[Records to use Boundary: Start]

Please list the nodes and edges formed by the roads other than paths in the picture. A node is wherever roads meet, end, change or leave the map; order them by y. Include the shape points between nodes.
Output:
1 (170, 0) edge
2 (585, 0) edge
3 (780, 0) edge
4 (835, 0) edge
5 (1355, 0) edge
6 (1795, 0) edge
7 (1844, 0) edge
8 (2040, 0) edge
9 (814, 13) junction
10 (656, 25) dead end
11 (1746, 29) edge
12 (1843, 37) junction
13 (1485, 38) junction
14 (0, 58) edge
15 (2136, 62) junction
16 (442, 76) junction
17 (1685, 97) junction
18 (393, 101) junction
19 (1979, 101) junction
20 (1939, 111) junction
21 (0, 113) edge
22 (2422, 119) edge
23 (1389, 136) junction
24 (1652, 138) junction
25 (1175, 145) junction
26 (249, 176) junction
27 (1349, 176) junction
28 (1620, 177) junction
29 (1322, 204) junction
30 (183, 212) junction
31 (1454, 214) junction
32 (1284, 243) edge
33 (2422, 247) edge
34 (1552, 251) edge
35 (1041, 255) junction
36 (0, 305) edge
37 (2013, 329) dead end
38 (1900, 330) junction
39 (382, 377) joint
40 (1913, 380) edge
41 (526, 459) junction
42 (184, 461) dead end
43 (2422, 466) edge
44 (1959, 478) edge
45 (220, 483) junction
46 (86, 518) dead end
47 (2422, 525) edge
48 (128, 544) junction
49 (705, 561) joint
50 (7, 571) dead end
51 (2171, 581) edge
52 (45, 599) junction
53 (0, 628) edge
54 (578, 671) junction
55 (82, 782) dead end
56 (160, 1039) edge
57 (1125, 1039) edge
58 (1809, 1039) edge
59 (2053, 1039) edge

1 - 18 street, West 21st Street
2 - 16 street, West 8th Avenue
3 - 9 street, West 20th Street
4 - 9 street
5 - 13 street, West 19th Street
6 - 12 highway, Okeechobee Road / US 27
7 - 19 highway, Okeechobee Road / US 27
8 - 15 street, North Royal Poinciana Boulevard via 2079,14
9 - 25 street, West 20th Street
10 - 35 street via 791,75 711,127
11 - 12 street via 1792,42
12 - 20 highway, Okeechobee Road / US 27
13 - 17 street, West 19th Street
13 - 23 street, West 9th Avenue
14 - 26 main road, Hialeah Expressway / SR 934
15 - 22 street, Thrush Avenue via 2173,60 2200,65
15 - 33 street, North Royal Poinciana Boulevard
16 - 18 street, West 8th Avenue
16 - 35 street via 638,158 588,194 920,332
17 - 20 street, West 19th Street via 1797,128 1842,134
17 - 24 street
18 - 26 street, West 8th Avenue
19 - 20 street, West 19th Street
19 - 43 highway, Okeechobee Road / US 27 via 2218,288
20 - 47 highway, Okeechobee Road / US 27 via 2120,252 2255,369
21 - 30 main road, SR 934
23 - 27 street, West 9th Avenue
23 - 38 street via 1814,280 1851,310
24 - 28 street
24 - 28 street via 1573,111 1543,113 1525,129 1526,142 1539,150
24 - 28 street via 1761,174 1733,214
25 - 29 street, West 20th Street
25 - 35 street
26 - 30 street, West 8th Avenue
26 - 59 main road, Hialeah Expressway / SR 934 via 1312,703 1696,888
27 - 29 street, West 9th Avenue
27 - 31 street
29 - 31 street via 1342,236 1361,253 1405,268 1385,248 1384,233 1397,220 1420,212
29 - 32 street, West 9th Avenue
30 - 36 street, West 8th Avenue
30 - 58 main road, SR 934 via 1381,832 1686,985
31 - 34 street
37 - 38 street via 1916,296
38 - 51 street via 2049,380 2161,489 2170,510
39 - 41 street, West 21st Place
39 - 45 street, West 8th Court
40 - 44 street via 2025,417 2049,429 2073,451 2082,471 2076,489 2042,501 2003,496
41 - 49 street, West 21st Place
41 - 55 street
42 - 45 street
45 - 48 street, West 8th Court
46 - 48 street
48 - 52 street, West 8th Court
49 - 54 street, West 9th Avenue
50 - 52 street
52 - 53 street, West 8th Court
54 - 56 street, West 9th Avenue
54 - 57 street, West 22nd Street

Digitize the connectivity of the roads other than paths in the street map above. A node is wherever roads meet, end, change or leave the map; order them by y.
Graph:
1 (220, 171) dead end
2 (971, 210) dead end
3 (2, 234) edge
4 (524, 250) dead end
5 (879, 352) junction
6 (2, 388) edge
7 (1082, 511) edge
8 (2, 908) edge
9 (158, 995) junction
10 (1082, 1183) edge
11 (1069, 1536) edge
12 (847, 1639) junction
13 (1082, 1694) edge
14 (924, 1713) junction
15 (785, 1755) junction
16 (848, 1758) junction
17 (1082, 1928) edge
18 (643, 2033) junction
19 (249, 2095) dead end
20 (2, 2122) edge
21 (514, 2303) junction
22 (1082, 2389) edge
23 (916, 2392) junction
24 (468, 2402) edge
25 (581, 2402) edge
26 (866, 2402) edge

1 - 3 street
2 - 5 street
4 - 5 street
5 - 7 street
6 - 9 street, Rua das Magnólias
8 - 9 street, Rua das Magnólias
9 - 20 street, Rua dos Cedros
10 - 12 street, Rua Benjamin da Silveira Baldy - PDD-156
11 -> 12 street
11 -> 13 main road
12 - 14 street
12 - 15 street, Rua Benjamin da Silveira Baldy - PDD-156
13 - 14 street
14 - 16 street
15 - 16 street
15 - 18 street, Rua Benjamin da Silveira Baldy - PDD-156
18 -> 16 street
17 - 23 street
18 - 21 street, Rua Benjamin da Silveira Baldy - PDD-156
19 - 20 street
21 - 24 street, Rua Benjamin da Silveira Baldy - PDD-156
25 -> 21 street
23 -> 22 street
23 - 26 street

[Records to use Boundary: End]

[Problem] Find "Silveira" in the data above. Report each line where it appears.

[Answer space]
10 - 12 street, Rua Benjamin da Silveira Baldy - PDD-156
12 - 15 street, Rua Benjamin da Silveira Baldy - PDD-156
15 - 18 street, Rua Benjamin da Silveira Baldy - PDD-156
18 - 21 street, Rua Benjamin da Silveira Baldy - PDD-156
21 - 24 street, Rua Benjamin da Silveira Baldy - PDD-156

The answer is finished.